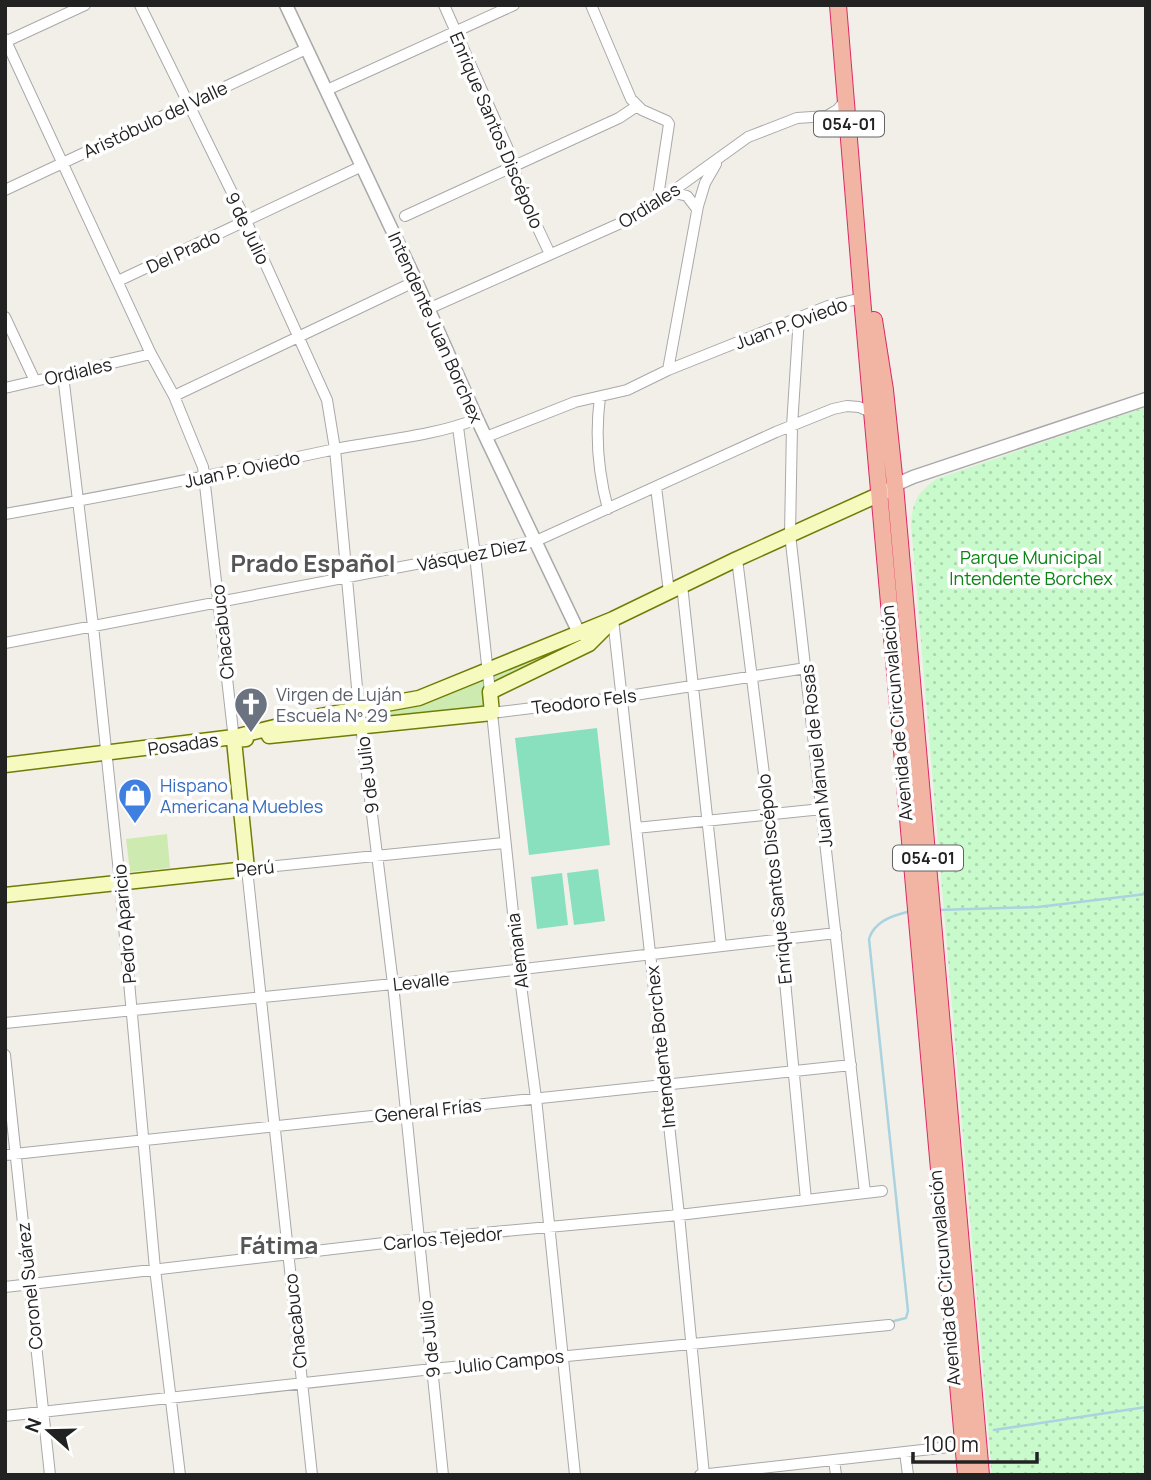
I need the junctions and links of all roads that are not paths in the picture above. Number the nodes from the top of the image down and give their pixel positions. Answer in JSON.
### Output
{"nodes":[{"id":1,"x":85,"y":5,"type":"edge"},
{"id":2,"x":140,"y":5,"type":"edge"},
{"id":3,"x":286,"y":5,"type":"edge"},
{"id":4,"x":444,"y":5,"type":"edge"},
{"id":5,"x":514,"y":5,"type":"edge"},
{"id":6,"x":591,"y":5,"type":"edge"},
{"id":7,"x":838,"y":5,"type":"edge"},
{"id":8,"x":456,"y":32,"type":"junction"},
{"id":9,"x":6,"y":41,"type":"edge"},
{"id":10,"x":306,"y":49,"type":"junction"},
{"id":11,"x":327,"y":90,"type":"junction"},
{"id":12,"x":847,"y":99,"type":"junction"},
{"id":13,"x":188,"y":105,"type":"junction"},
{"id":14,"x":637,"y":106,"type":"junction"},
{"id":15,"x":827,"y":116,"type":"junction"},
{"id":16,"x":849,"y":126,"type":"junction"},
{"id":17,"x":720,"y":157,"type":"junction"},
{"id":18,"x":63,"y":162,"type":"junction"},
{"id":19,"x":362,"y":166,"type":"junction"},
{"id":20,"x":514,"y":166,"type":"junction"},
{"id":21,"x":5,"y":190,"type":"edge"},
{"id":22,"x":672,"y":192,"type":"junction"},
{"id":23,"x":657,"y":203,"type":"junction"},
{"id":24,"x":697,"y":209,"type":"junction"},
{"id":25,"x":405,"y":216,"type":"dead end"},
{"id":26,"x":246,"y":221,"type":"junction"},
{"id":27,"x":859,"y":243,"type":"junction"},
{"id":28,"x":550,"y":254,"type":"junction"},
{"id":29,"x":118,"y":281,"type":"junction"},
{"id":30,"x":416,"y":281,"type":"junction"},
{"id":31,"x":862,"y":298,"type":"junction"},
{"id":32,"x":428,"y":309,"type":"junction"},
{"id":33,"x":5,"y":317,"type":"edge"},
{"id":34,"x":799,"y":317,"type":"junction"},
{"id":35,"x":299,"y":336,"type":"junction"},
{"id":36,"x":151,"y":354,"type":"junction"},
{"id":37,"x":668,"y":370,"type":"junction"},
{"id":38,"x":63,"y":375,"type":"junction"},
{"id":39,"x":35,"y":381,"type":"junction"},
{"id":40,"x":5,"y":388,"type":"edge"},
{"id":41,"x":174,"y":396,"type":"junction"},
{"id":42,"x":600,"y":397,"type":"junction"},
{"id":43,"x":1146,"y":399,"type":"edge"},
{"id":44,"x":873,"y":413,"type":"junction"},
{"id":45,"x":477,"y":419,"type":"junction"},
{"id":46,"x":458,"y":426,"type":"junction"},
{"id":47,"x":792,"y":426,"type":"junction"},
{"id":48,"x":486,"y":437,"type":"junction"},
{"id":49,"x":335,"y":449,"type":"junction"},
{"id":50,"x":205,"y":477,"type":"junction"},
{"id":51,"x":895,"y":485,"type":"junction"},
{"id":52,"x":656,"y":487,"type":"junction"},
{"id":53,"x":880,"y":495,"type":"junction"},
{"id":54,"x":78,"y":501,"type":"junction"},
{"id":55,"x":608,"y":509,"type":"junction"},
{"id":56,"x":5,"y":514,"type":"edge"},
{"id":57,"x":790,"y":534,"type":"junction"},
{"id":58,"x":536,"y":541,"type":"junction"},
{"id":59,"x":475,"y":555,"type":"junction"},
{"id":60,"x":737,"y":559,"type":"junction"},
{"id":61,"x":345,"y":579,"type":"junction"},
{"id":62,"x":676,"y":588,"type":"junction"},
{"id":63,"x":218,"y":604,"type":"junction"},
{"id":64,"x":613,"y":619,"type":"junction"},
{"id":65,"x":93,"y":626,"type":"junction"},
{"id":66,"x":579,"y":633,"type":"junction"},
{"id":67,"x":596,"y":639,"type":"junction"},
{"id":68,"x":5,"y":643,"type":"edge"},
{"id":69,"x":617,"y":651,"type":"junction"},
{"id":70,"x":806,"y":668,"type":"junction"},
{"id":71,"x":488,"y":670,"type":"junction"},
{"id":72,"x":751,"y":675,"type":"junction"},
{"id":73,"x":694,"y":685,"type":"junction"},
{"id":74,"x":490,"y":692,"type":"junction"},
{"id":75,"x":622,"y":697,"type":"junction"},
{"id":76,"x":359,"y":709,"type":"junction"},
{"id":77,"x":492,"y":713,"type":"junction"},
{"id":78,"x":361,"y":726,"type":"junction"},
{"id":79,"x":234,"y":739,"type":"junction"},
{"id":80,"x":106,"y":754,"type":"junction"},
{"id":81,"x":5,"y":765,"type":"edge"},
{"id":82,"x":822,"y":809,"type":"junction"},
{"id":83,"x":769,"y":814,"type":"junction"},
{"id":84,"x":708,"y":820,"type":"junction"},
{"id":85,"x":636,"y":828,"type":"junction"},
{"id":86,"x":504,"y":843,"type":"junction"},
{"id":87,"x":376,"y":855,"type":"junction"},
{"id":88,"x":247,"y":869,"type":"junction"},
{"id":89,"x":120,"y":882,"type":"junction"},
{"id":90,"x":5,"y":895,"type":"edge"},
{"id":91,"x":836,"y":933,"type":"junction"},
{"id":92,"x":779,"y":940,"type":"junction"},
{"id":93,"x":721,"y":946,"type":"junction"},
{"id":94,"x":650,"y":954,"type":"junction"},
{"id":95,"x":519,"y":970,"type":"junction"},
{"id":96,"x":393,"y":984,"type":"junction"},
{"id":97,"x":261,"y":998,"type":"junction"},
{"id":98,"x":132,"y":1011,"type":"junction"},
{"id":99,"x":5,"y":1023,"type":"edge"},
{"id":100,"x":5,"y":1055,"type":"edge"},
{"id":101,"x":851,"y":1065,"type":"junction"},
{"id":102,"x":794,"y":1071,"type":"junction"},
{"id":103,"x":664,"y":1085,"type":"junction"},
{"id":104,"x":536,"y":1098,"type":"junction"},
{"id":105,"x":405,"y":1112,"type":"junction"},
{"id":106,"x":274,"y":1126,"type":"junction"},
{"id":107,"x":144,"y":1140,"type":"junction"},
{"id":108,"x":10,"y":1155,"type":"edge"},
{"id":109,"x":882,"y":1191,"type":"dead end"},
{"id":110,"x":865,"y":1193,"type":"junction"},
{"id":111,"x":806,"y":1200,"type":"junction"},
{"id":112,"x":679,"y":1215,"type":"junction"},
{"id":113,"x":549,"y":1228,"type":"junction"},
{"id":114,"x":419,"y":1240,"type":"junction"},
{"id":115,"x":287,"y":1254,"type":"junction"},
{"id":116,"x":155,"y":1269,"type":"junction"},
{"id":117,"x":29,"y":1285,"type":"junction"},
{"id":118,"x":5,"y":1287,"type":"edge"},
{"id":119,"x":889,"y":1325,"type":"dead end"},
{"id":120,"x":692,"y":1343,"type":"junction"},
{"id":121,"x":562,"y":1356,"type":"junction"},
{"id":122,"x":432,"y":1369,"type":"junction"},
{"id":123,"x":302,"y":1383,"type":"junction"},
{"id":124,"x":170,"y":1398,"type":"junction"},
{"id":125,"x":43,"y":1412,"type":"junction"},
{"id":126,"x":5,"y":1416,"type":"edge"},
{"id":127,"x":971,"y":1445,"type":"junction"},
{"id":128,"x":905,"y":1452,"type":"junction"},
{"id":129,"x":834,"y":1460,"type":"junction"},
{"id":130,"x":50,"y":1475,"type":"edge"},
{"id":131,"x":180,"y":1475,"type":"edge"},
{"id":132,"x":312,"y":1475,"type":"edge"},
{"id":133,"x":443,"y":1475,"type":"edge"},
{"id":134,"x":575,"y":1475,"type":"edge"},
{"id":135,"x":702,"y":1475,"type":"edge"},
{"id":136,"x":835,"y":1475,"type":"edge"},
{"id":137,"x":908,"y":1475,"type":"edge"},
{"id":138,"x":966,"y":1475,"type":"edge"},
{"id":139,"x":981,"y":1475,"type":"edge"}],
"edges":[{"from":1,"to":9,"type":"street"},
{"from":2,"to":13,"type":"street","name":"9 de Julio"},
{"from":3,"to":10,"type":"street","name":"Intendente Juan Borchex"},
{"from":4,"to":8,"type":"street","name":"Enrique Santos Discépolo"},
{"from":5,"to":8,"type":"street"},
{"from":6,"to":14,"type":"street"},
{"from":7,"to":12,"type":"highway","name":"Avenida de Circunvalación","number":"054-01"},
{"from":8,"to":11,"type":"street"},
{"from":8,"to":20,"type":"street","name":"Enrique Santos Discépolo"},
{"from":9,"to":18,"type":"street","name":"Chacabuco"},
{"from":10,"to":11,"type":"street","name":"Intendente Juan Borchex"},
{"from":10,"to":13,"type":"street","name":"Aristóbulo del Valle"},
{"from":11,"to":19,"type":"street","name":"Intendente Juan Borchex"},
{"from":12,"to":15,"type":"street"},
{"from":12,"to":16,"type":"highway","name":"Avenida de Circunvalación","number":"054-01"},
{"from":13,"to":18,"type":"street","name":"Aristóbulo del Valle"},
{"from":13,"to":26,"type":"street","name":"9 de Julio"},
{"from":14,"to":20,"type":"street"},
{"from":14,"to":23,"type":"street"},
{"from":15,"to":16,"type":"street"},
{"from":15,"to":17,"type":"street","name":"Ordiales"},
{"from":16,"to":27,"type":"highway","name":"Avenida de Circunvalación","number":"054-01"},
{"from":17,"to":22,"type":"street","name":"Ordiales"},
{"from":17,"to":24,"type":"street"},
{"from":18,"to":21,"type":"street","name":"Aristóbulo del Valle"},
{"from":18,"to":29,"type":"street","name":"Chacabuco"},
{"from":19,"to":26,"type":"street","name":"Del Prado"},
{"from":19,"to":30,"type":"street","name":"Intendente Juan Borchex"},
{"from":20,"to":25,"type":"street"},
{"from":20,"to":28,"type":"street","name":"Enrique Santos Discépolo"},
{"from":22,"to":23,"type":"street","name":"Ordiales"},
{"from":22,"to":24,"type":"street"},
{"from":23,"to":28,"type":"street","name":"Ordiales"},
{"from":24,"to":37,"type":"street"},
{"from":26,"to":29,"type":"street","name":"Del Prado"},
{"from":26,"to":35,"type":"street","name":"9 de Julio"},
{"from":27,"to":31,"type":"highway","name":"Avenida de Circunvalación","number":"054-01"},
{"from":27,"to":51,"type":"highway","name":"Avenida de Circunvalación","number":"054-01"},
{"from":28,"to":32,"type":"street","name":"Ordiales"},
{"from":29,"to":36,"type":"street","name":"Chacabuco"},
{"from":30,"to":32,"type":"street","name":"Intendente Juan Borchex"},
{"from":30,"to":35,"type":"street"},
{"from":31,"to":34,"type":"street","name":"Juan P. Oviedo"},
{"from":31,"to":44,"type":"highway","name":"Avenida de Circunvalación","number":"054-01"},
{"from":32,"to":45,"type":"street","name":"Intendente Juan Borchex"},
{"from":33,"to":39,"type":"street"},
{"from":34,"to":37,"type":"street","name":"Juan P. Oviedo"},
{"from":34,"to":47,"type":"street","name":"Juan Manuel de Rosas"},
{"from":35,"to":41,"type":"street"},
{"from":35,"to":49,"type":"street","name":"9 de Julio"},
{"from":36,"to":38,"type":"street","name":"Ordiales"},
{"from":36,"to":41,"type":"street","name":"Chacabuco"},
{"from":37,"to":42,"type":"street","name":"Juan P. Oviedo"},
{"from":38,"to":39,"type":"street","name":"Ordiales"},
{"from":38,"to":54,"type":"street","name":"Pedro Aparicio"},
{"from":39,"to":40,"type":"street","name":"Ordiales"},
{"from":41,"to":50,"type":"street","name":"Chacabuco"},
{"from":42,"to":48,"type":"street","name":"Juan P. Oviedo"},
{"from":42,"to":55,"type":"street"},
{"from":43,"to":51,"type":"street"},
{"from":44,"to":47,"type":"street","name":"Vásquez Diez"},
{"from":44,"to":53,"type":"highway","name":"Avenida de Circunvalación","number":"054-01"},
{"from":45,"to":46,"type":"street","name":"Juan P. Oviedo"},
{"from":45,"to":48,"type":"street","name":"Intendente Juan Borchex"},
{"from":46,"to":49,"type":"street","name":"Juan P. Oviedo"},
{"from":46,"to":59,"type":"street","name":"Alemania"},
{"from":47,"to":52,"type":"street","name":"Vásquez Diez"},
{"from":47,"to":57,"type":"street","name":"Juan Manuel de Rosas"},
{"from":48,"to":58,"type":"street","name":"Intendente Juan Borchex"},
{"from":49,"to":50,"type":"street","name":"Juan P. Oviedo"},
{"from":49,"to":61,"type":"street","name":"9 de Julio"},
{"from":50,"to":54,"type":"street","name":"Juan P. Oviedo"},
{"from":50,"to":63,"type":"street","name":"Chacabuco"},
{"from":51,"to":53,"type":"main road","name":"Posadas"},
{"from":51,"to":127,"type":"highway","name":"Avenida de Circunvalación","number":"054-01"},
{"from":52,"to":55,"type":"street","name":"Vásquez Diez"},
{"from":52,"to":62,"type":"street"},
{"from":53,"to":57,"type":"main road","name":"Posadas"},
{"from":53,"to":127,"type":"highway","name":"Avenida de Circunvalación","number":"054-01"},
{"from":54,"to":56,"type":"street","name":"Juan P. Oviedo"},
{"from":54,"to":65,"type":"street","name":"Pedro Aparicio"},
{"from":55,"to":58,"type":"street","name":"Vásquez Diez"},
{"from":57,"to":60,"type":"main road","name":"Posadas"},
{"from":57,"to":70,"type":"street","name":"Juan Manuel de Rosas"},
{"from":58,"to":59,"type":"street","name":"Vásquez Diez"},
{"from":58,"to":66,"type":"street","name":"Intendente Juan Borchex"},
{"from":59,"to":61,"type":"street","name":"Vásquez Diez"},
{"from":59,"to":71,"type":"street","name":"Alemania"},
{"from":60,"to":62,"type":"main road","name":"Posadas"},
{"from":60,"to":72,"type":"street","name":"Enrique Santos Discépolo"},
{"from":61,"to":63,"type":"street","name":"Vásquez Diez"},
{"from":61,"to":76,"type":"street","name":"9 de Julio"},
{"from":62,"to":64,"type":"main road","name":"Posadas"},
{"from":62,"to":73,"type":"street"},
{"from":63,"to":65,"type":"street","name":"Vásquez Diez"},
{"from":63,"to":79,"type":"street","name":"Chacabuco"},
{"from":64,"to":66,"type":"main road","name":"Posadas"},
{"from":64,"to":67,"type":"main road"},
{"from":64,"to":69,"type":"street","name":"Intendente Borchex"},
{"from":65,"to":68,"type":"street","name":"Vásquez Diez"},
{"from":65,"to":80,"type":"street","name":"Pedro Aparicio"},
{"from":66,"to":67,"type":"street"},
{"from":66,"to":71,"type":"main road","name":"Posadas"},
{"from":67,"to":69,"type":"street"},
{"from":67,"to":74,"type":"main road"},
{"from":69,"to":75,"type":"street","name":"Intendente Borchex"},
{"from":70,"to":72,"type":"street","name":"Teodoro Fels"},
{"from":70,"to":82,"type":"street","name":"Juan Manuel de Rosas"},
{"from":71,"to":74,"type":"street","name":"Alemania"},
{"from":71,"to":76,"type":"main road","name":"Posadas"},
{"from":72,"to":73,"type":"street","name":"Teodoro Fels"},
{"from":72,"to":83,"type":"street","name":"Enrique Santos Discépolo"},
{"from":73,"to":75,"type":"street","name":"Teodoro Fels"},
{"from":73,"to":84,"type":"street"},
{"from":74,"to":77,"type":"main road","name":"Alemania"},
{"from":75,"to":77,"type":"street","name":"Teodoro Fels"},
{"from":75,"to":85,"type":"street","name":"Intendente Borchex"},
{"from":76,"to":78,"type":"street","name":"9 de Julio"},
{"from":76,"to":79,"type":"main road","name":"Posadas"},
{"from":77,"to":78,"type":"main road","name":"Teodoro Fels"},
{"from":77,"to":86,"type":"street","name":"Alemania"},
{"from":78,"to":79,"type":"main road","name":"Posadas"},
{"from":78,"to":87,"type":"street","name":"9 de Julio"},
{"from":79,"to":80,"type":"main road","name":"Posadas"},
{"from":79,"to":88,"type":"main road","name":"Chacabuco"},
{"from":80,"to":81,"type":"main road","name":"Posadas"},
{"from":80,"to":89,"type":"street","name":"Pedro Aparicio"},
{"from":82,"to":83,"type":"street"},
{"from":82,"to":91,"type":"street","name":"Juan Manuel de Rosas"},
{"from":83,"to":84,"type":"street"},
{"from":83,"to":92,"type":"street","name":"Enrique Santos Discépolo"},
{"from":84,"to":85,"type":"street"},
{"from":84,"to":93,"type":"street"},
{"from":85,"to":94,"type":"street","name":"Intendente Borchex"},
{"from":86,"to":87,"type":"street","name":"Perú"},
{"from":86,"to":95,"type":"street","name":"Alemania"},
{"from":87,"to":88,"type":"street","name":"Perú"},
{"from":87,"to":96,"type":"street","name":"9 de Julio"},
{"from":88,"to":89,"type":"main road","name":"Perú"},
{"from":88,"to":97,"type":"street","name":"Chacabuco"},
{"from":89,"to":90,"type":"main road","name":"Perú"},
{"from":89,"to":98,"type":"street","name":"Pedro Aparicio"},
{"from":91,"to":92,"type":"street","name":"Levalle"},
{"from":91,"to":101,"type":"street","name":"Juan Manuel de Rosas"},
{"from":92,"to":93,"type":"street","name":"Levalle"},
{"from":92,"to":102,"type":"street","name":"Enrique Santos Discépolo"},
{"from":93,"to":94,"type":"street","name":"Levalle"},
{"from":94,"to":95,"type":"street","name":"Levalle"},
{"from":94,"to":103,"type":"street","name":"Intendente Borchex"},
{"from":95,"to":96,"type":"street","name":"Levalle"},
{"from":95,"to":104,"type":"street","name":"Alemania"},
{"from":96,"to":97,"type":"street","name":"Levalle"},
{"from":96,"to":105,"type":"street","name":"9 de Julio"},
{"from":97,"to":98,"type":"street","name":"Levalle"},
{"from":97,"to":106,"type":"street","name":"Chacabuco"},
{"from":98,"to":99,"type":"street","name":"Levalle"},
{"from":98,"to":107,"type":"street","name":"Pedro Aparicio"},
{"from":100,"to":108,"type":"street","name":"Coronel Suárez"},
{"from":101,"to":102,"type":"street","name":"General Frías"},
{"from":101,"to":110,"type":"street","name":"Juan Manuel de Rosas"},
{"from":102,"to":103,"type":"street","name":"General Frías"},
{"from":102,"to":111,"type":"street","name":"Enrique Santos Discépolo"},
{"from":103,"to":104,"type":"street","name":"General Frías"},
{"from":103,"to":112,"type":"street","name":"Intendente Borchex"},
{"from":104,"to":105,"type":"street","name":"General Frías"},
{"from":104,"to":113,"type":"street","name":"Alemania"},
{"from":105,"to":106,"type":"street","name":"General Frías"},
{"from":105,"to":114,"type":"street","name":"9 de Julio"},
{"from":106,"to":107,"type":"street","name":"General Frías"},
{"from":106,"to":115,"type":"street","name":"Chacabuco"},
{"from":107,"to":108,"type":"street","name":"General Frías"},
{"from":107,"to":116,"type":"street","name":"Pedro Aparicio"},
{"from":108,"to":117,"type":"street","name":"Coronel Suárez"},
{"from":109,"to":110,"type":"street","name":"Carlos Tejedor"},
{"from":110,"to":111,"type":"street","name":"Carlos Tejedor"},
{"from":111,"to":112,"type":"street","name":"Carlos Tejedor"},
{"from":112,"to":113,"type":"street","name":"Carlos Tejedor"},
{"from":112,"to":120,"type":"street","name":"Intendente Borchex"},
{"from":113,"to":114,"type":"street","name":"Carlos Tejedor"},
{"from":113,"to":121,"type":"street","name":"Alemania"},
{"from":114,"to":115,"type":"street","name":"Carlos Tejedor"},
{"from":114,"to":122,"type":"street","name":"9 de Julio"},
{"from":115,"to":116,"type":"street","name":"Carlos Tejedor"},
{"from":115,"to":123,"type":"street","name":"Chacabuco"},
{"from":116,"to":117,"type":"street","name":"Carlos Tejedor"},
{"from":116,"to":124,"type":"street","name":"Pedro Aparicio"},
{"from":117,"to":118,"type":"street","name":"Carlos Tejedor"},
{"from":117,"to":125,"type":"street","name":"Coronel Suárez"},
{"from":119,"to":120,"type":"street","name":"Julio Campos"},
{"from":120,"to":121,"type":"street","name":"Julio Campos"},
{"from":120,"to":135,"type":"street","name":"Intendente Borchex"},
{"from":121,"to":122,"type":"street","name":"Julio Campos"},
{"from":121,"to":134,"type":"street","name":"Alemania"},
{"from":122,"to":123,"type":"street","name":"Julio Campos"},
{"from":122,"to":133,"type":"street","name":"9 de Julio"},
{"from":123,"to":124,"type":"street","name":"Julio Campos"},
{"from":123,"to":132,"type":"street","name":"Chacabuco"},
{"from":124,"to":125,"type":"street","name":"Julio Campos"},
{"from":124,"to":131,"type":"street","name":"Pedro Aparicio"},
{"from":125,"to":126,"type":"street","name":"Julio Campos"},
{"from":125,"to":130,"type":"street","name":"Coronel Suárez"},
{"from":127,"to":128,"type":"street"},
{"from":127,"to":138,"type":"highway","name":"Avenida de Circunvalación","number":"054-01"},
{"from":127,"to":139,"type":"highway","name":"Avenida de Circunvalación","number":"054-01"},
{"from":128,"to":129,"type":"street"},
{"from":128,"to":137,"type":"street"},
{"from":129,"to":135,"type":"street"},
{"from":129,"to":136,"type":"street"}]}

★ ★ ★ ★ ★ ★ ★

Report each line in the preceding entries that holds the string "Suárez".

{"from":100,"to":108,"type":"street","name":"Coronel Suárez"},
{"from":108,"to":117,"type":"street","name":"Coronel Suárez"},
{"from":117,"to":125,"type":"street","name":"Coronel Suárez"},
{"from":125,"to":130,"type":"street","name":"Coronel Suárez"},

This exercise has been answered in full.